▶ [Work to complete]:
When you reach the line that contains "ctx.fillText('Privacy Policy', 1208, 1339)" in the entries below, begin returning lines exactly as written and continue through the last one.

▶ [Record set]:
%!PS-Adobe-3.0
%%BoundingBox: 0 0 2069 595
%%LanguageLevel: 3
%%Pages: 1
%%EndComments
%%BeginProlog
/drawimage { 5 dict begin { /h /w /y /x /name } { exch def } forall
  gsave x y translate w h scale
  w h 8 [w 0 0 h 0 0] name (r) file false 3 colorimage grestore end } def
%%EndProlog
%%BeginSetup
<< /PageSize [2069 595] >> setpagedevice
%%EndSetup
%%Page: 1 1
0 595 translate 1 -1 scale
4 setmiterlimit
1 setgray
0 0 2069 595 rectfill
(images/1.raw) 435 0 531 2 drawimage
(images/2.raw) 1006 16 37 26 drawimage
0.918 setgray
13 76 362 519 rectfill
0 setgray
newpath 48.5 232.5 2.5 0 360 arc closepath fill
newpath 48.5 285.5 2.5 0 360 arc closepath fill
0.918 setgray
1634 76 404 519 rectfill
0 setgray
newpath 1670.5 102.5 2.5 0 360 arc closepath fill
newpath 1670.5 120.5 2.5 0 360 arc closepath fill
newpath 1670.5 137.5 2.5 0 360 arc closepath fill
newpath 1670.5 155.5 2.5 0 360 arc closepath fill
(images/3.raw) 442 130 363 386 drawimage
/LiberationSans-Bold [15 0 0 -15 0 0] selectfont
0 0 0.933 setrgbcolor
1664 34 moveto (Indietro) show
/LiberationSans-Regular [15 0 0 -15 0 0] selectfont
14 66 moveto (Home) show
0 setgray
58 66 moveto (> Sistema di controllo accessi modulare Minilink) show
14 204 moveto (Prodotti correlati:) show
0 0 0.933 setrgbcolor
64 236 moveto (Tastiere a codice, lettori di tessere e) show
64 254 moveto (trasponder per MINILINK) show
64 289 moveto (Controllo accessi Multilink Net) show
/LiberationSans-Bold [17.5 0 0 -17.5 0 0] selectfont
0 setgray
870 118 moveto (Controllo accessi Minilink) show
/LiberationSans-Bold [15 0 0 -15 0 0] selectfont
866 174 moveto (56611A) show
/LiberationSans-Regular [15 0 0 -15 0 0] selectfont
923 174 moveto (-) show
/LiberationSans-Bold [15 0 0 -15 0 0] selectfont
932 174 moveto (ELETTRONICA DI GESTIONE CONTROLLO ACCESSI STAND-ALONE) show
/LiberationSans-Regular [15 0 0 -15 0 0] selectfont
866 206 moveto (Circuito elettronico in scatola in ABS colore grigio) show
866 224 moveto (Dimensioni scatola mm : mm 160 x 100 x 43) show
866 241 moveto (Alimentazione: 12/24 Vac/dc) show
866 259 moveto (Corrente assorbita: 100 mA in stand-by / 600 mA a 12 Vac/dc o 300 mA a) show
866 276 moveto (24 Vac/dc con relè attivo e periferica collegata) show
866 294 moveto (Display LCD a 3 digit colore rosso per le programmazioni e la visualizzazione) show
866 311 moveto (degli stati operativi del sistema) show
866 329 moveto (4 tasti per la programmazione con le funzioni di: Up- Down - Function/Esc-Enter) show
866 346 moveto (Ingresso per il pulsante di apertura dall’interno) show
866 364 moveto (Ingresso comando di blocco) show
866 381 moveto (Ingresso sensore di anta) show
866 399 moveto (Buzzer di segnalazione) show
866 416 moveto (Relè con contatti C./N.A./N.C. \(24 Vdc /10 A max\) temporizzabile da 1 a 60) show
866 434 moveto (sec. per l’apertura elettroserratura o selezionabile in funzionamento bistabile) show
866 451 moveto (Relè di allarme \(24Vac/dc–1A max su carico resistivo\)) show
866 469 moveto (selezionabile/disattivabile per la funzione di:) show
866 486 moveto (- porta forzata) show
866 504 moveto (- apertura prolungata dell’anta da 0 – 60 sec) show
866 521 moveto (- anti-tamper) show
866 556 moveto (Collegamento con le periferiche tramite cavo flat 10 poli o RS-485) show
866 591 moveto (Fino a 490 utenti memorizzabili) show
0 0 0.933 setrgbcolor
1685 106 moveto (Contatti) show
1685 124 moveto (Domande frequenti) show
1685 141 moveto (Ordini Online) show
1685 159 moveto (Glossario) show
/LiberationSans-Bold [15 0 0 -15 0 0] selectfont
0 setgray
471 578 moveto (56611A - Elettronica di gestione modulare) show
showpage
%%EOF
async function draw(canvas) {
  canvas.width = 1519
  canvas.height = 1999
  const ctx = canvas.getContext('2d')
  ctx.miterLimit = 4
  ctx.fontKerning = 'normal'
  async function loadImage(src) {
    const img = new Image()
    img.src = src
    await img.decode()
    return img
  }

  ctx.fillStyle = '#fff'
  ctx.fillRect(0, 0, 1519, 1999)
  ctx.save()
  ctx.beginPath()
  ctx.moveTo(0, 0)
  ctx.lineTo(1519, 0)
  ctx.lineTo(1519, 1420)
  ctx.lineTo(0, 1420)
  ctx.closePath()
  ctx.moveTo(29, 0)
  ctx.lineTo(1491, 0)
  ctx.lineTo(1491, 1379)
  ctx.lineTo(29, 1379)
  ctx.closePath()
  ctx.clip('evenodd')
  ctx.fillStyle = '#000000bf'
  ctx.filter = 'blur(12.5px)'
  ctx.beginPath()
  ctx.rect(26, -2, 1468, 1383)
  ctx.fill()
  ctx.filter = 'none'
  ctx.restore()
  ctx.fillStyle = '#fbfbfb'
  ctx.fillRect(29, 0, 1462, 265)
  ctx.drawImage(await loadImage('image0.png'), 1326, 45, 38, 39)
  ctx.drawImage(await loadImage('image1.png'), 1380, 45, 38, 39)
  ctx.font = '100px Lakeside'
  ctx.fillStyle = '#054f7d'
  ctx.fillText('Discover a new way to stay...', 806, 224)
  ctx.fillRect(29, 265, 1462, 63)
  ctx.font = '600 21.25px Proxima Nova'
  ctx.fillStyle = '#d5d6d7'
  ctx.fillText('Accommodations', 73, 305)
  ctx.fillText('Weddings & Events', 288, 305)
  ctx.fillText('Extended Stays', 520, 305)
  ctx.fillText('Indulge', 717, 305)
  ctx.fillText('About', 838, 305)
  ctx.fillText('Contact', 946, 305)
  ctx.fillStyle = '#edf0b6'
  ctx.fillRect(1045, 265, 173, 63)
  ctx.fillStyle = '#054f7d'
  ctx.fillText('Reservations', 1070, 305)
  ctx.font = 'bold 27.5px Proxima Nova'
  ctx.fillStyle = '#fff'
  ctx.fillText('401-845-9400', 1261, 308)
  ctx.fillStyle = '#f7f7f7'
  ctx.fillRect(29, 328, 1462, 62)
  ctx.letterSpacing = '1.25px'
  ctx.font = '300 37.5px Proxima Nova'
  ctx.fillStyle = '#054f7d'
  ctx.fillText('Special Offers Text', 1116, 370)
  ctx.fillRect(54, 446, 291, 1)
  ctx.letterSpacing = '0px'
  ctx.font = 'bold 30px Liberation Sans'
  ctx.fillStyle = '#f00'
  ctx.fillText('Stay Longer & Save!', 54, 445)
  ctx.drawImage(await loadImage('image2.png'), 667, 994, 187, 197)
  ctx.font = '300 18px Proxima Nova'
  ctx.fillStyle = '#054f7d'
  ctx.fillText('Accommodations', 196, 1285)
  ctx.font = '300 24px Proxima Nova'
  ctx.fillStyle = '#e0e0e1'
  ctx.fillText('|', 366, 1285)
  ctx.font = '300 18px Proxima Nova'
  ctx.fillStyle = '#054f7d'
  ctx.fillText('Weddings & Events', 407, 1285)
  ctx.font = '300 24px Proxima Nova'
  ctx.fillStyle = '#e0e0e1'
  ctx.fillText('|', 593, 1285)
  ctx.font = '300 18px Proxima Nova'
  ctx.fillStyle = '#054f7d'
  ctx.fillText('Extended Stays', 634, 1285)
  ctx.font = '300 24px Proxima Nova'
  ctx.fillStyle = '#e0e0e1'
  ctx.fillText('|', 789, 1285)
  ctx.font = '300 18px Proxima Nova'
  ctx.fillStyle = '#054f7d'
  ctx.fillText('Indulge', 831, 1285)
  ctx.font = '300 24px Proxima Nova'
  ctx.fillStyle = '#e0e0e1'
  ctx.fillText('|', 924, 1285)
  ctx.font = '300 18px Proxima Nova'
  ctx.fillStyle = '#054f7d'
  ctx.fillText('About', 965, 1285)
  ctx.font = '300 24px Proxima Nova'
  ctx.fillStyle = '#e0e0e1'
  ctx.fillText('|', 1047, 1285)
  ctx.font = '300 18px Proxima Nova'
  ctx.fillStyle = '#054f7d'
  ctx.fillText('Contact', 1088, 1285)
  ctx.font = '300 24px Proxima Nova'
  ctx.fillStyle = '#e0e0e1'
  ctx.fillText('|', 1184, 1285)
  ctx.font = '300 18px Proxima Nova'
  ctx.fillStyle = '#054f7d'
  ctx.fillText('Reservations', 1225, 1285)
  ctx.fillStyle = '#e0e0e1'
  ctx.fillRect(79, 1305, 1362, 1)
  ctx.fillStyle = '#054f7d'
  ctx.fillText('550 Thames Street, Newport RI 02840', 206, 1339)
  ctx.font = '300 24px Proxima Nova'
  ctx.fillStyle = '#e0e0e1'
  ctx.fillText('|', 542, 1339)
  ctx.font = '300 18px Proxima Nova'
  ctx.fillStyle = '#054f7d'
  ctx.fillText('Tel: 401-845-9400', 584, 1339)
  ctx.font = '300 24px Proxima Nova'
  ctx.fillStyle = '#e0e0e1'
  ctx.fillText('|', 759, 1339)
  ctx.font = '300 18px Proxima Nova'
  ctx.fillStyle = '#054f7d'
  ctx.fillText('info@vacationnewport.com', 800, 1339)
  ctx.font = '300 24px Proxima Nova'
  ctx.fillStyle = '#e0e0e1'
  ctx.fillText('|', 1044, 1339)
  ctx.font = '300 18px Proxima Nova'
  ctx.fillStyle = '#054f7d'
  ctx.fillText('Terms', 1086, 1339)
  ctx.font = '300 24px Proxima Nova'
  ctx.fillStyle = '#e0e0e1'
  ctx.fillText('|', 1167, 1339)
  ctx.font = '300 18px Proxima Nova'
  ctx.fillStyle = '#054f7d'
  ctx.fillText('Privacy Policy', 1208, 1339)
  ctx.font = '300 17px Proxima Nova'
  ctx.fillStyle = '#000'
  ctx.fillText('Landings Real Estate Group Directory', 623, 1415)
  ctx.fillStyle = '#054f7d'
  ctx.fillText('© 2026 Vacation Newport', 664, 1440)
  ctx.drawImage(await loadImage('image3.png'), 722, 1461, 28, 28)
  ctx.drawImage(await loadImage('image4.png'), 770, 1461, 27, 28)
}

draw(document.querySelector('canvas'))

▶ [Exercise solution]:
  ctx.fillText('Privacy Policy', 1208, 1339)
  ctx.font = '300 17px Proxima Nova'
  ctx.fillStyle = '#000'
  ctx.fillText('Landings Real Estate Group Directory', 623, 1415)
  ctx.fillStyle = '#054f7d'
  ctx.fillText('© 2026 Vacation Newport', 664, 1440)
  ctx.drawImage(await loadImage('image3.png'), 722, 1461, 28, 28)
  ctx.drawImage(await loadImage('image4.png'), 770, 1461, 27, 28)
}

draw(document.querySelector('canvas'))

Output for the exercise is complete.